For similar products from different brands, at least two ‘colors’ were identified each time: mashed potatoes distributed in four colors from ‘Green’ to ‘Pink’, fruit yogurts in ‘Yellow’ and ‘Orange’, Madeleine cakes in ‘Pink’ and ‘Red’, and finally fish one-dish meals in three colors, from ‘Green’ to ‘Orange’ (Table 3).
Identification of discrepancies with French nutritional recommendations
The original FSA score failed to achieve its objectives for some categories: nuts and dried fruit, beverages, cheese and added fat.
In France, nuts and dried fruits are considered as snacking products, as they are mostly consumed as appetizers. Therefore, these food groups’ consumption is not encouraged [7, 8]. The distribution of the ‘Nuts’ (15.5 % as ‘Green’) and ‘Dried Fruits’ (18.2 % as ‘Green’) subgroups within the 5-CNL for the original FSA score are therefore not consistent with recommendations (Table 1).
Moreover, the PNNS includes cheese in the ‘Dairy products’ category, considering it as a good source of calcium . Therefore, the distribution of this group, with 73.3 % in ‘Red’ does not correspond to this recommendation (Table 1).
The PNNS recommends to privilege vegetable added fats to animal added fats, and to encourage diversity in the types of fats used [7, 8]. However, the distribution in the 5-CNL colors using the original FSA score does not allow grasping differences in types of fats, as 75.1 % of added fats are classified in the ‘Red’ category, whether vegetable or animal (Table 1).

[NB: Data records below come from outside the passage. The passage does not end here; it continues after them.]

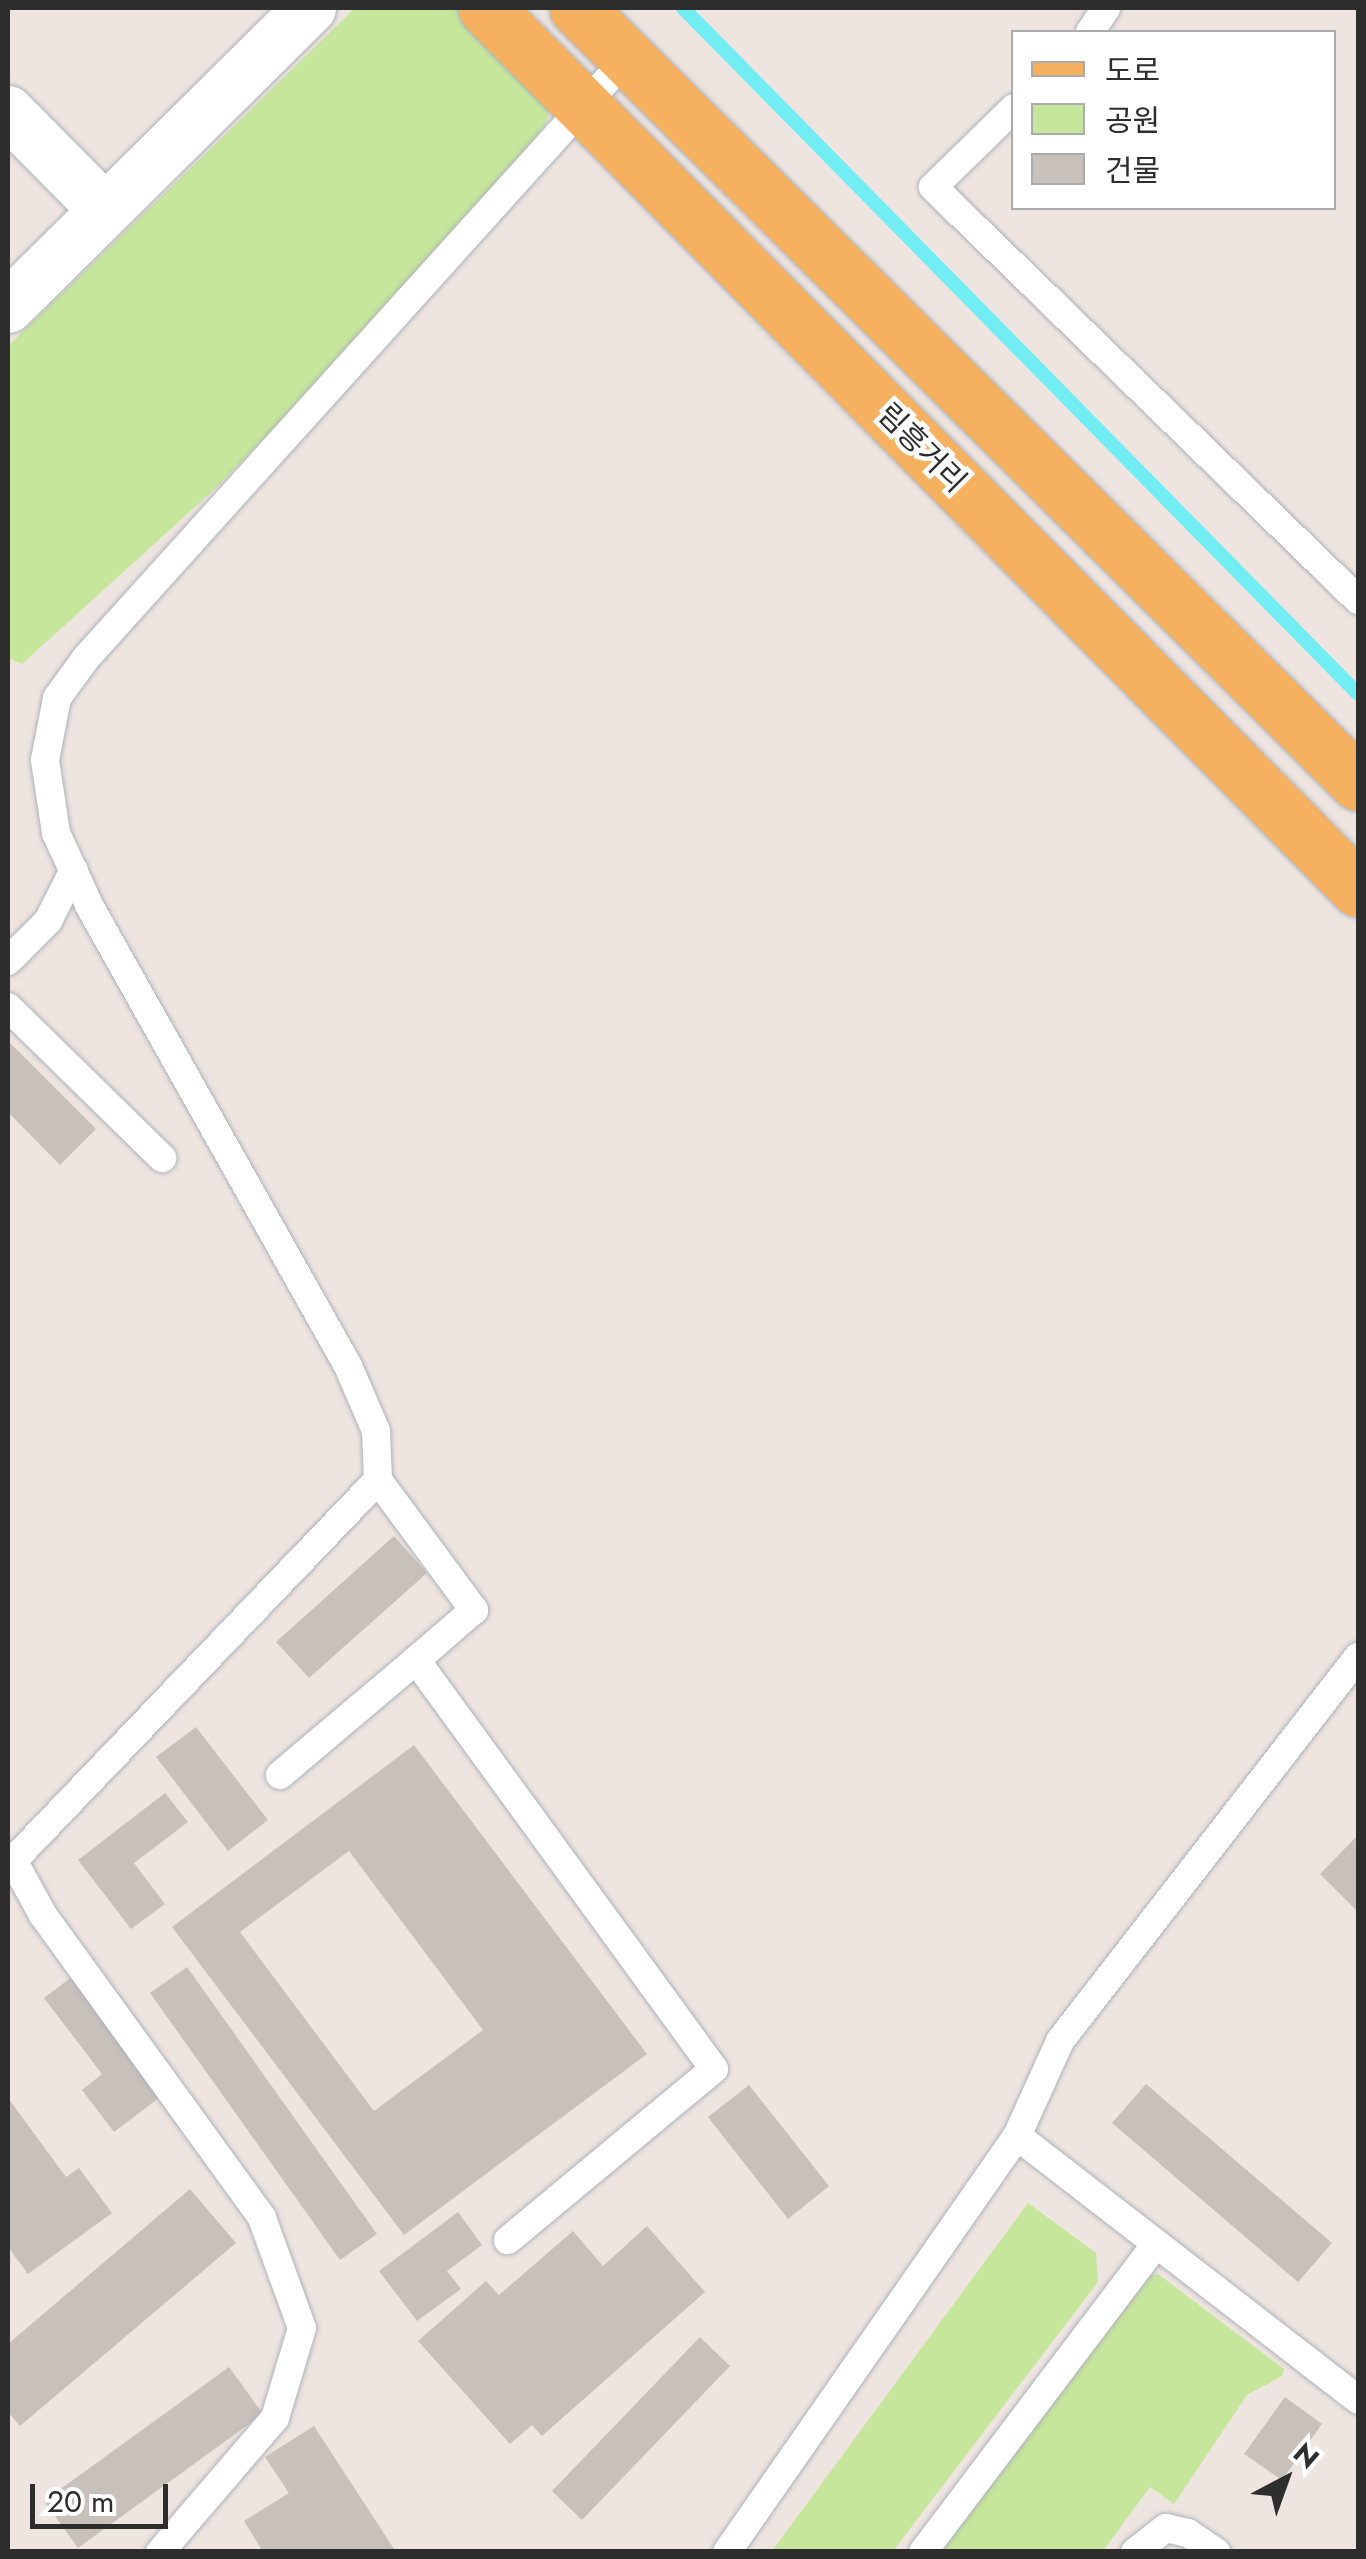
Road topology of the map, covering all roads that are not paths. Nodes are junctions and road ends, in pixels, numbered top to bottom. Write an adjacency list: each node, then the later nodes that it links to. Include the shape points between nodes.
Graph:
1 (486, 8): 7 (main road, 림흥거리)
2 (577, 8): 6 (main road)
3 (1106, 8): 5 (lane)
4 (305, 9): 10 (street)
5 (1091, 30)
6 (627, 58): 7 (lane); 13 (main road)
7 (585, 108): 14 (lane, via 86,658 58,698 44,760 56,833); 15 (main road, 림흥거리)
8 (1011, 111): 12 (lane, via 934,186)
9 (8, 112): 10 (street)
10 (105, 210): 11 (street)
11 (8, 307)
12 (1358, 600)
13 (1358, 784)
14 (74, 870): 16 (lane, via 48,920); 19 (lane, via 348,1366 376,1431)
15 (1358, 889)
16 (8, 960)
17 (8, 1007): 18 (lane)
18 (162, 1158)
19 (378, 1480): 21 (lane, via 474,1610); 23 (lane)
20 (1358, 1657): 24 (lane, via 1060,2040)
21 (416, 1660): 22 (lane); 25 (lane, via 714,2069)
22 (280, 1775)
23 (11, 1864): 28 (lane, via 262,2218 302,2328 275,2418)
24 (1017, 2136): 26 (lane); 29 (lane)
25 (508, 2240)
26 (1155, 2245): 27 (lane); 30 (lane)
27 (1358, 2400)
28 (160, 2552)
29 (727, 2552)
30 (924, 2552)
31 (1135, 2552): 32 (lane, via 1166,2528 1188,2533)
32 (1216, 2552)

Finally, the only recommended beverage in the PNNS is water (‘drink water liberally according to thirst’). Sweetened beverages’ consumption (including fruit juices) should be limited, and whenever possible, artificially sweetened beverages should be preferred to regular sweetened options [7, 8]. However, distribution of beverages in the original FSA score does not reflect these considerations. Indeed, fruit juices have lower score than water, and artificially sweetened beverages have the same score as water (Table 2). Moreover, variability of score for beverages is very low.
Adaptations to the original score
For each of the food groups for which the 5-CNL allocation displayed discrepancies with French nutritional recommendations, adaptations of the original score were proposed.
Nuts and dried fruit
The Fruits, vegetables and nuts component of the original FSA score includes content in fruits, dried fruits, vegetables, legumes and nuts. Indeed, in the UK nuts are considered as a good source of proteins and dried fruits as equivalent to fruits. The original score was adapted to exclude dried fruits and nuts from the computation of the fruit and vegetables component of the FSA score. After modification, the ‘Nuts’ and ‘Dried fruit’ subgroups are classified mainly as ‘Orange’ (62.1 and 72.7 %, respectively Table 4 and Fig. 3).

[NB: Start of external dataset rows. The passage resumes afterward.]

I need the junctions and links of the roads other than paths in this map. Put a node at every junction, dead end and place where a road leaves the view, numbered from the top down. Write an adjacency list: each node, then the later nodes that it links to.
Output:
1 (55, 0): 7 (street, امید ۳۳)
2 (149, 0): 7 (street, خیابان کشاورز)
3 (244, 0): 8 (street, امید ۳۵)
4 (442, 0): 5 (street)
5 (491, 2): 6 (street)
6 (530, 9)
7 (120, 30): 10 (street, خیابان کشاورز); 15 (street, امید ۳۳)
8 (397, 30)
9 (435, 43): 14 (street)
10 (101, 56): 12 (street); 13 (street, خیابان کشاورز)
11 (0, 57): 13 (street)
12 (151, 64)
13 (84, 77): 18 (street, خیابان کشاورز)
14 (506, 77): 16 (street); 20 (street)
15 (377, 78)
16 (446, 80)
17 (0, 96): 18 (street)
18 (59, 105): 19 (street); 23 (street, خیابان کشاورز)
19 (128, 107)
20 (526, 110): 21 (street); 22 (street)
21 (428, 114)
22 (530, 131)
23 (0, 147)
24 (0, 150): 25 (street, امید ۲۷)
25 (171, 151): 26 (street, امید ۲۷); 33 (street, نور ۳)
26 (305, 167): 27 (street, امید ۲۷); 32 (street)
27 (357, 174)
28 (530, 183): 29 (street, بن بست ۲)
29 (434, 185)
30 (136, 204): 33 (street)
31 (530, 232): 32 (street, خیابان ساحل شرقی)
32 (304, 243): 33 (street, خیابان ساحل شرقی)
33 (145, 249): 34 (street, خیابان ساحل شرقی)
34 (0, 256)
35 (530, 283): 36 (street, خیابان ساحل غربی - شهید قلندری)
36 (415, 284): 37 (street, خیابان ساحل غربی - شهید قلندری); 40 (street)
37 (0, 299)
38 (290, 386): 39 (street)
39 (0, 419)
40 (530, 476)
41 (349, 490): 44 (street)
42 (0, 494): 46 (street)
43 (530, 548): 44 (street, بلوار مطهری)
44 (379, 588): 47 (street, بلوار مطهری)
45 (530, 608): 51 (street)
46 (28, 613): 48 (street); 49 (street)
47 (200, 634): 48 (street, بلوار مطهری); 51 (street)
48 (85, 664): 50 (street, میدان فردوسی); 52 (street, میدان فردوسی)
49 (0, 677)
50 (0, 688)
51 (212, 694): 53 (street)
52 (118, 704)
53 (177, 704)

During the development of the model for the FSA score by the Food Standards Agency, content in calcium was initially considered as one of the components, and later discarded, as taking into account protein content was highly correlated to it . However, the model was later amended so that products high in sugar, salt, saturated fat and energy would not be classified as ‘healthier’ through a high content in proteins . Score computation therefore does not take into account proteins if the total A points is higher than 11 (see Additional file 1: Table S1). Such a modification leads to discard the protein content – and therefore the closely-related calcium content – in cheese, which usually have a total A points >11, due to high content in saturated fat (73.3 % of cheese is classified as ‘Red’, Table 1). We modified the original score for cheese, so that protein content would be used in the computation, whatever the initial total of A points of the product. Cheese distribution after modification is still in lower nutritional categories than ‘Milk and yogurt’, but is distributed across ‘Orange’, ‘Pink’ and ‘Red’ categories (21.2, 62.0 and 13.3 % respectively, Table 4 and Fig. 4).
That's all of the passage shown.